The report is titled “Digital Assets: Beauty is Not in the Eye of the Beholder” and warns its clients against investing in the digital asset space. Amongst the reasons, its high volatility, regulatory risks, and environmental impact were listed. The 60-page report marked a change of heart for Goldman as it contradicted a previous research. “Crypto: A New Asset Class?” confirms the mainstream financial institution considers the crypto market “a new asset class”, while Bitcoin is defined as an “investable asset”.

In the new report, the firm’s Investment Strategy Group explains how it sees the correlation between Bitcoin and gold.
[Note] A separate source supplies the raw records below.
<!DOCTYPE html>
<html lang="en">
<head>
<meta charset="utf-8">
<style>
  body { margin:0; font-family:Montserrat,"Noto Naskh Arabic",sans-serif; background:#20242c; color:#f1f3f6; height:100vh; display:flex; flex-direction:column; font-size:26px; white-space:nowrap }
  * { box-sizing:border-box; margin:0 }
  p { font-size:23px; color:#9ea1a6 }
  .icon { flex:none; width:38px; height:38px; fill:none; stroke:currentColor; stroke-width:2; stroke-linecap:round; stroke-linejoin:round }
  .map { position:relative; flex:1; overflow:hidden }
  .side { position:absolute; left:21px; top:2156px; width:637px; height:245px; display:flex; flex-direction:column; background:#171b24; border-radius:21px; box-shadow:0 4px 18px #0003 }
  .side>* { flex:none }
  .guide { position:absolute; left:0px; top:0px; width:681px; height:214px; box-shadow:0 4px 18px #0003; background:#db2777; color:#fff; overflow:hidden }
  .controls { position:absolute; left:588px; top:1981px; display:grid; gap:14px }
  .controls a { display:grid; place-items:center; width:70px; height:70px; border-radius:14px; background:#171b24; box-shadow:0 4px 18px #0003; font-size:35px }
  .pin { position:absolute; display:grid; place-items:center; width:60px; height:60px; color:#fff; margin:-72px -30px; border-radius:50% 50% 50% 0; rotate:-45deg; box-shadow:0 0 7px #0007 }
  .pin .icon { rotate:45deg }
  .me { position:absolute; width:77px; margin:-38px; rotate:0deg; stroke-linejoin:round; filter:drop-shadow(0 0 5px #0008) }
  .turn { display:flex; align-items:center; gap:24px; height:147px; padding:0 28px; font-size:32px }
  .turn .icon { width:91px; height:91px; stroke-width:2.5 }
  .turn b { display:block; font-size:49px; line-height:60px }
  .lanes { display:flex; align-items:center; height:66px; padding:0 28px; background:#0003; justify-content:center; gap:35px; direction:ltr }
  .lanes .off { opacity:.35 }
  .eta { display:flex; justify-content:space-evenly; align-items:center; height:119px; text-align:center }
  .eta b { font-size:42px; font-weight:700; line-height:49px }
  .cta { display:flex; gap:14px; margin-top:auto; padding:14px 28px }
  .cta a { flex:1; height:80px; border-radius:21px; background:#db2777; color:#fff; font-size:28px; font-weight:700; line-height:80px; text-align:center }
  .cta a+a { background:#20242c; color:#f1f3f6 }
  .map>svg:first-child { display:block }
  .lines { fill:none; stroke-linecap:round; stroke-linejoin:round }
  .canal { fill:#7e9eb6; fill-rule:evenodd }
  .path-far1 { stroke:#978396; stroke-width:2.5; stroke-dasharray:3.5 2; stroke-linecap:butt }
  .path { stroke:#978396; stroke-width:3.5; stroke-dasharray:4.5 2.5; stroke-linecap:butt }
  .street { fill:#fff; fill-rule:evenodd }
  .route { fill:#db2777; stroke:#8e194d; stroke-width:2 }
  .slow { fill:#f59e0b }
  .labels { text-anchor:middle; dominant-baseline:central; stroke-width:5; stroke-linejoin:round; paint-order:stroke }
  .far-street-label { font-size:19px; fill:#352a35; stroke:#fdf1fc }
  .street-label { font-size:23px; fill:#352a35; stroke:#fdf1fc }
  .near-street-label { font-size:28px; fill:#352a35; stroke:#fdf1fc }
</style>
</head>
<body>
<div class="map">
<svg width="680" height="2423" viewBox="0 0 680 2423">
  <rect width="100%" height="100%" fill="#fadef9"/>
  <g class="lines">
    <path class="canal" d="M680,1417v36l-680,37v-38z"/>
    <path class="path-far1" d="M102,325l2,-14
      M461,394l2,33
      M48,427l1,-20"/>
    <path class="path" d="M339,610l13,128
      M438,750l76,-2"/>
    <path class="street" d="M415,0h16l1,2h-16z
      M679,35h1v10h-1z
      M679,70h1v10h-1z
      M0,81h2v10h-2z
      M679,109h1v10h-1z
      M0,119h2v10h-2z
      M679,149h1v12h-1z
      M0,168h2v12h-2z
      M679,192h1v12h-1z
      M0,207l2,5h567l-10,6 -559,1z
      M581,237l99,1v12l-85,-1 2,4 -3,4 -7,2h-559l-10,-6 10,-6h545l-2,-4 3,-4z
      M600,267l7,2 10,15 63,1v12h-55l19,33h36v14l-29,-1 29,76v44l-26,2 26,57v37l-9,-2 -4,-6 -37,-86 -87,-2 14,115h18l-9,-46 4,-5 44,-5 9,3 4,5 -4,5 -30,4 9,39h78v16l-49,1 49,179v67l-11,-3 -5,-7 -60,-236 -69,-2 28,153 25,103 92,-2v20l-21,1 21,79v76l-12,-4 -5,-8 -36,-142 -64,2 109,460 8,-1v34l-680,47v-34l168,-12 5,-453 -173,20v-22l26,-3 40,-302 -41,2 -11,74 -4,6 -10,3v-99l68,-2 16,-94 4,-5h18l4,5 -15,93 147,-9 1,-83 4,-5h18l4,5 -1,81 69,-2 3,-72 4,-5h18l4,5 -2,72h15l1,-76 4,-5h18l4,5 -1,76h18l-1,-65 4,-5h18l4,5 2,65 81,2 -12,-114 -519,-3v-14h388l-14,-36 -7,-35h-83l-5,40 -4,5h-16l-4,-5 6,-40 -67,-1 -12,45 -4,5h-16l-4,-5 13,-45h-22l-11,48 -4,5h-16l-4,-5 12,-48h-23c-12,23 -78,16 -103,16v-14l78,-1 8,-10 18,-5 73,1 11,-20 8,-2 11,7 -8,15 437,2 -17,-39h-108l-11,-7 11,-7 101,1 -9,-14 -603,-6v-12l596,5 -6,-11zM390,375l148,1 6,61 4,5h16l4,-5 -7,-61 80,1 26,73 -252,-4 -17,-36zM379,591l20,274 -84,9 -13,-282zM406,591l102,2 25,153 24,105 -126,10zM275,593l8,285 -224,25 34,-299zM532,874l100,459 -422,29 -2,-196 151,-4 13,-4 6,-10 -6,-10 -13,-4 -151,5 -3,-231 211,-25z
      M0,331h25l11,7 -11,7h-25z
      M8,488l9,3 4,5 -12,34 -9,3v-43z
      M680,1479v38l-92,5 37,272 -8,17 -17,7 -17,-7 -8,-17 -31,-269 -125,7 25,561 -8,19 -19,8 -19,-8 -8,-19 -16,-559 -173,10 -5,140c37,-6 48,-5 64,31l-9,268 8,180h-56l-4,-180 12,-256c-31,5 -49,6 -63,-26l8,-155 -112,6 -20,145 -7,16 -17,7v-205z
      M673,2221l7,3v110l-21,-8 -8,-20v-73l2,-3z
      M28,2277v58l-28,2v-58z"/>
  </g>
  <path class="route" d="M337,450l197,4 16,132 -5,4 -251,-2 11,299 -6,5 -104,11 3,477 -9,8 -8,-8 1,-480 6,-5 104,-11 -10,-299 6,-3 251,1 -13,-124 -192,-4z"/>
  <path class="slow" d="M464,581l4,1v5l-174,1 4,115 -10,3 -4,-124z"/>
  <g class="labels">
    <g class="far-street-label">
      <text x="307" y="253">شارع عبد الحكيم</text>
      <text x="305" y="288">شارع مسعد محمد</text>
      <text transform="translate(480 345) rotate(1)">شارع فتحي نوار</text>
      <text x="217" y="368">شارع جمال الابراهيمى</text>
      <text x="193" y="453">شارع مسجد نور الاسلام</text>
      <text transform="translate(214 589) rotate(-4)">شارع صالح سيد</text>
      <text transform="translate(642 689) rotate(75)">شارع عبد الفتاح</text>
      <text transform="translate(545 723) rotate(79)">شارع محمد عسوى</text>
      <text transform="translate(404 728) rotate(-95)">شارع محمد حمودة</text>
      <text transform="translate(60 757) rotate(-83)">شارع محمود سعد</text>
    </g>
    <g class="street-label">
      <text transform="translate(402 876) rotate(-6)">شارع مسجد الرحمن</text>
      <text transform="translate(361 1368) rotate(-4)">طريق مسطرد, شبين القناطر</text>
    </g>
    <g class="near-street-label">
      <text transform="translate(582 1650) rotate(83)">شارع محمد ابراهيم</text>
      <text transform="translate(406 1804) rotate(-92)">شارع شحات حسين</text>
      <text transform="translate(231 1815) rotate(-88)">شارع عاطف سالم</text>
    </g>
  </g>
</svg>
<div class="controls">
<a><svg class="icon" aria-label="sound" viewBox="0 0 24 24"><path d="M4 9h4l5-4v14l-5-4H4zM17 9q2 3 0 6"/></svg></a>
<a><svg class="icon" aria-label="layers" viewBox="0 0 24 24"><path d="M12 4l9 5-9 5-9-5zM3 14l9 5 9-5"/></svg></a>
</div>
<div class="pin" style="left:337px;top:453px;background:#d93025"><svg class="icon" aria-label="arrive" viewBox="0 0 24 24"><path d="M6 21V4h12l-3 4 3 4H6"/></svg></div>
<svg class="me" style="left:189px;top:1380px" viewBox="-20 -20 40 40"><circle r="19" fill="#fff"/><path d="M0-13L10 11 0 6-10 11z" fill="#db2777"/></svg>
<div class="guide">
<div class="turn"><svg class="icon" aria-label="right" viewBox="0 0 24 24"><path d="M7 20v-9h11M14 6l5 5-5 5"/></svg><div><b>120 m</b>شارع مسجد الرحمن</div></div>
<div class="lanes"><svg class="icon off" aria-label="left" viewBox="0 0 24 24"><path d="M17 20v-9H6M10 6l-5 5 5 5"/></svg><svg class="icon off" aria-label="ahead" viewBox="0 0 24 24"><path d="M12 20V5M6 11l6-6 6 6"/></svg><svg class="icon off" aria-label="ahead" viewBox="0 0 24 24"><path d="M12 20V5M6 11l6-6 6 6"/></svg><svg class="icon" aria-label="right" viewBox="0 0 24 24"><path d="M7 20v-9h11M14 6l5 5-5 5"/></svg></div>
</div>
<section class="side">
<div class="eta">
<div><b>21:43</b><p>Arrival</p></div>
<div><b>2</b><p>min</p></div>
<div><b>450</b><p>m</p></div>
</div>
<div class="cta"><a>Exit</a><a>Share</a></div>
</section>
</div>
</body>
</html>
The cryptocurrency is regarded as a hedge against inflation, and gold, a traditional safe haven among financial assets.

The report says, “The argument that Bitcoin and cryptocurrencies are a digital version of gold does not confer any value to Bitcoin and other cryptocurrencies, because gold itself is not a consistent or reliable store of value.”

Goldman Considers Cryptocurrencies and Blockchain Unsafe

Moreover, the research paper suggested that blockchains, as an emerging technology, and cryptocurrencies, are untrustworthy. Citing concerns over the stability of the infrastructure, the report says that  “cryptocurrencies and blockchain technology are built on layers of trust that could be eroded.”

In conclusion, Goldman’s analysts say that their “valuation methodologies” and “multi-factor strategic allocation model” have labeled cryptocurrencies “not a viable investment” for diversified portfolios.

Goldman Sachs has a history of contradictory statements related to Bitcoin and the fast-emerging cryptocurrency market. A little over a year ago, the banking firm slammed Bitcoin. It had said that it’s not “an asset class”, a stance that changed as the market moved on and gathered solid institutional backing in 2021.